Module xi_covutils.smooth

Functions to compute smooth covariation scores

Expand source code
"""
Functions to compute smooth covariation scores
"""
from xi_covutils.read_results import inter_covariation
from xi_covutils.read_results import intra_covariation

def _smooth_cov_segment(cov_data, windows_size=3):
  def _get_global_guards(cov_data):
    chain1_id = list(cov_data.keys())[0][0][0]
    chain2_id = list(cov_data.keys())[0][1][0]
    global_guards = {
      'min': {chain1_id: float('inf'), chain2_id: float('inf')},
      'max': {chain1_id: 0, chain2_id: 0}
    }
    for ((chain1, pos1), (chain2, pos2)) in cov_data:
      global_guards['min'][chain1] = min(global_guards['min'][chain1], pos1)
      global_guards['min'][chain2] = min(global_guards['min'][chain2], pos2)
      global_guards['max'][chain1] = max(global_guards['max'][chain1], pos1)
      global_guards['max'][chain2] = max(global_guards['max'][chain2], pos2)
    return global_guards
  def _compute_smoothed(chain1, chain2, locals_guards):
    cumm_scores = 0
    summables = 0
    chain1_range = range(
      locals_guards['min']['chain1'], locals_guards['max']['chain1']+1
    )
    chain2_range = range(
      locals_guards['min']['chain2'], locals_guards['max']['chain2']+1
    )
    for lpos1 in chain1_range:
      for lpos2 in chain2_range:
        if (chain1, lpos1) != (chain2, lpos2):
          summables += 1
          index_1 = ((chain1, lpos1), (chain2, lpos2))
          index_2 = ((chain2, lpos2), (chain1, lpos1))
          current_score = cov_data.get(index_1, cov_data.get(index_2))
          cumm_scores += current_score
    return float(cumm_scores) / max(1, summables)
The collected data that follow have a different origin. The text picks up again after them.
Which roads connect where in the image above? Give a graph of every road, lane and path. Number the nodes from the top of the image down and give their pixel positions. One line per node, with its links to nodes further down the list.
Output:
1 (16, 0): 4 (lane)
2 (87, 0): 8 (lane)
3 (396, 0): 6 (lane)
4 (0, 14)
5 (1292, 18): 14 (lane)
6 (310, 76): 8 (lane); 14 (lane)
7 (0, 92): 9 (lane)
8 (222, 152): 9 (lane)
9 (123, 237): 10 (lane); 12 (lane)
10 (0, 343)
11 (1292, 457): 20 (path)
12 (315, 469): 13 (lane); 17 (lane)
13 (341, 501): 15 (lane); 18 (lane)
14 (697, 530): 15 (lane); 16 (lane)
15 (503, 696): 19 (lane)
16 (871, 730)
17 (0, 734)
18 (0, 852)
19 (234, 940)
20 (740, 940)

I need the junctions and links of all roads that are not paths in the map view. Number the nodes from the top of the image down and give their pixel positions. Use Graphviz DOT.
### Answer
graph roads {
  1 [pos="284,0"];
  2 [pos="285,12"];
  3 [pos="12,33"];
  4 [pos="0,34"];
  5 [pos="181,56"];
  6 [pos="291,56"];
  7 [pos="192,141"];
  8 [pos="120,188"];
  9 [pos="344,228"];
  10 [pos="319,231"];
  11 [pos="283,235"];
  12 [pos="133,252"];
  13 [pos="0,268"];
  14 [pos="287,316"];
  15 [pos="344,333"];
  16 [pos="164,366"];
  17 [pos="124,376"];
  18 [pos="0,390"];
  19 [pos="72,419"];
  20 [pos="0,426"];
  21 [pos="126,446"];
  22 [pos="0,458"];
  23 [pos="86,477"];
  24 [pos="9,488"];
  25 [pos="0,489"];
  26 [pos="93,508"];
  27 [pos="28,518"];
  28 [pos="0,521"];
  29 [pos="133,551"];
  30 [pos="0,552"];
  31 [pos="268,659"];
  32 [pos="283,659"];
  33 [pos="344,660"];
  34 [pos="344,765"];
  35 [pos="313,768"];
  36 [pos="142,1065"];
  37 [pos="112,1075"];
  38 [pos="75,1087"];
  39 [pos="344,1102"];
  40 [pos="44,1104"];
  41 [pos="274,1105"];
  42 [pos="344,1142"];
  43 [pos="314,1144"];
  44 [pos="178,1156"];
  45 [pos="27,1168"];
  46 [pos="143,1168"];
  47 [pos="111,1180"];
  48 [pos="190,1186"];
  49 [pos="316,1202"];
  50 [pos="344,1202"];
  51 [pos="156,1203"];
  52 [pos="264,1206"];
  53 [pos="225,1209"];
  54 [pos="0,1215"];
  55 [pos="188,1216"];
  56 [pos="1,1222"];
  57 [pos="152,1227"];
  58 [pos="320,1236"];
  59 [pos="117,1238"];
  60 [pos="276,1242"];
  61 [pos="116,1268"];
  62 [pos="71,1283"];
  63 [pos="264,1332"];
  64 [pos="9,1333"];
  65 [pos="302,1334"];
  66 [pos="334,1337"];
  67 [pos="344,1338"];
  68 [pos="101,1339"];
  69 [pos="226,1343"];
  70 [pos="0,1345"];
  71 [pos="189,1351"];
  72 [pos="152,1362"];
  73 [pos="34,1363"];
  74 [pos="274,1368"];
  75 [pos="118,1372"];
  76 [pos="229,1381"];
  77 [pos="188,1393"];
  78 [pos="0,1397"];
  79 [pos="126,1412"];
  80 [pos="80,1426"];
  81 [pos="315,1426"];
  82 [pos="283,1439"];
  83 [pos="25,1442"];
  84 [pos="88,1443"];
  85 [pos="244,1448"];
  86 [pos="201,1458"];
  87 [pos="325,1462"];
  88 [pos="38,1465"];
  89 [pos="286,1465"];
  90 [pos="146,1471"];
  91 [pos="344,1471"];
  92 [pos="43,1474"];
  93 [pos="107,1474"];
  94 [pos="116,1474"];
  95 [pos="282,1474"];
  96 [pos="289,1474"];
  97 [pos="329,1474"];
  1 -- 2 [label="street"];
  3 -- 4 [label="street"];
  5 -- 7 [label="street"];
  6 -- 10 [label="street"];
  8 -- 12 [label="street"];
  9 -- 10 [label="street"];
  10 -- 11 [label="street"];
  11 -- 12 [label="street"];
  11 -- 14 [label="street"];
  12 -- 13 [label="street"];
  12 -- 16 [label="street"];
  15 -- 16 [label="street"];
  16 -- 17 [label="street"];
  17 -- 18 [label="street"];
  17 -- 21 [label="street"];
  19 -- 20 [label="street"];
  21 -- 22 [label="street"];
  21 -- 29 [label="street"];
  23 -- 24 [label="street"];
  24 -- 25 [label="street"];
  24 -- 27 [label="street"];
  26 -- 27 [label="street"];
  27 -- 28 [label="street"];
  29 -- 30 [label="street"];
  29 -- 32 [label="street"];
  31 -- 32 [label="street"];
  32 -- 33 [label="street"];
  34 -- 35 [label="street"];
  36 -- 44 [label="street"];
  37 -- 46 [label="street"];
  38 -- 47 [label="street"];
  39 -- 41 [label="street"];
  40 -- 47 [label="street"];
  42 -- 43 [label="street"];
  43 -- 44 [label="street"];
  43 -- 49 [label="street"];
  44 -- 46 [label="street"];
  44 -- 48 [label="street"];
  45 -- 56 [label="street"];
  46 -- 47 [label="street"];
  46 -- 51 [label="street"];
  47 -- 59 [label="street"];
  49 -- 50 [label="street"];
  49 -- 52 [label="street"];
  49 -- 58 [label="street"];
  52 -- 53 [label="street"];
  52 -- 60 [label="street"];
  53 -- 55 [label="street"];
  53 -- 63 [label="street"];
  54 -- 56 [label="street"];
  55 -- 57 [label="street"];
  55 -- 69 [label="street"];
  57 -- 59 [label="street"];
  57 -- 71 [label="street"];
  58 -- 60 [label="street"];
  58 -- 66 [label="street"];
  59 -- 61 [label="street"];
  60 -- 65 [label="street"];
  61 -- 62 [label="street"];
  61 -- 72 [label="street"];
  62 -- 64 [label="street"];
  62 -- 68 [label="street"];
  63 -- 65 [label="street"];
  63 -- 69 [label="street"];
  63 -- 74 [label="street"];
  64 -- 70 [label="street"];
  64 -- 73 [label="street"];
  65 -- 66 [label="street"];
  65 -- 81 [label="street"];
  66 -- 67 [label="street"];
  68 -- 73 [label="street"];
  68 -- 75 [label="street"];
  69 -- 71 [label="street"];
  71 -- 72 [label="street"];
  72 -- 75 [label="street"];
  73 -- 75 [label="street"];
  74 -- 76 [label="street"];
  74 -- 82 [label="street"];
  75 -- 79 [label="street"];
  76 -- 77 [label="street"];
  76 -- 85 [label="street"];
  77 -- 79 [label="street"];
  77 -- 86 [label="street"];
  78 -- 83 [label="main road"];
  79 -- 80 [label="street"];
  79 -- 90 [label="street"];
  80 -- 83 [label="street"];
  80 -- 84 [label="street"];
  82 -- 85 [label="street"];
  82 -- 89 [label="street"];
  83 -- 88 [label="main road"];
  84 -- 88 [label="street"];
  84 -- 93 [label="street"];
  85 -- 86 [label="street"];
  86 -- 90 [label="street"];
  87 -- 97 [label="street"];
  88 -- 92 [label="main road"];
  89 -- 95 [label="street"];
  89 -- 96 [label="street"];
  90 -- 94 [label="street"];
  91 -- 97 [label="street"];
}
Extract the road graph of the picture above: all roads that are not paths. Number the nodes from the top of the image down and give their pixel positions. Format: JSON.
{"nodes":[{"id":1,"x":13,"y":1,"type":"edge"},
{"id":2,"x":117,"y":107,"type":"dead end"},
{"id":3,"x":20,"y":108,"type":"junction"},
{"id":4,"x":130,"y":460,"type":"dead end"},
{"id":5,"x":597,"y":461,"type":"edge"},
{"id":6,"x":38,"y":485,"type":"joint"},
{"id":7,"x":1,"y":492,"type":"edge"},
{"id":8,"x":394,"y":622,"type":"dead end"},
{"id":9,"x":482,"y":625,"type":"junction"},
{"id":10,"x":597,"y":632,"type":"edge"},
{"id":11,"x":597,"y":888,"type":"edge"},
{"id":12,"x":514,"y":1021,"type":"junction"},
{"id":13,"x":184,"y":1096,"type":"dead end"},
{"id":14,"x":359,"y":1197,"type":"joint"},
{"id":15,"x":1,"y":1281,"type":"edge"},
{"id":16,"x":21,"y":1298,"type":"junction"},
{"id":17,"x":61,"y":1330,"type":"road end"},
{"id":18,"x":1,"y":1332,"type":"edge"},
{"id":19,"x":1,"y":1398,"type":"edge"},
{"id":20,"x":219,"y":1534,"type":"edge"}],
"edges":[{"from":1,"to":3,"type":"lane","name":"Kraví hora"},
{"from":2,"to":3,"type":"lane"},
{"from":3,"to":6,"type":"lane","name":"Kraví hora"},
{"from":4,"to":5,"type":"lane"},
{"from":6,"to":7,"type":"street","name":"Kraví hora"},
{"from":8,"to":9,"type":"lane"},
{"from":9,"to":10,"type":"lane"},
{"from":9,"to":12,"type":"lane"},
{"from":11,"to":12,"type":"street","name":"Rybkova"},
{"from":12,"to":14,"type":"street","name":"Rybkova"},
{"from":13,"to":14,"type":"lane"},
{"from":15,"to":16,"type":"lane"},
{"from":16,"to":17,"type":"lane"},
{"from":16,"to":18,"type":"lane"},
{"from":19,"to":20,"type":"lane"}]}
  global_guards = _get_global_guards(cov_data)
  semi_w = int((windows_size - 1)/2)
  results = {}

  for ((chain1, pos1), (chain2, pos2)) in cov_data:
    locals_guards = {
      'min':{
        'chain1': max(global_guards['min'][chain1], pos1-semi_w),
        'chain2': max(global_guards['min'][chain2], pos2-semi_w)
      },
      'max':{
        'chain1': min(global_guards['max'][chain1], pos1+semi_w),
        'chain2': min(global_guards['max'][chain2], pos2+semi_w)
      }
    }
    results[((chain1, pos1), (chain2, pos2))] = (
      _compute_smoothed(chain1, chain2, locals_guards)
    )
  return results

def smooth_cov(
    cov_data:dict[tuple[int, int], float],
    windows_size:int=3
  ) -> dict[tuple[int, int], float]:
  """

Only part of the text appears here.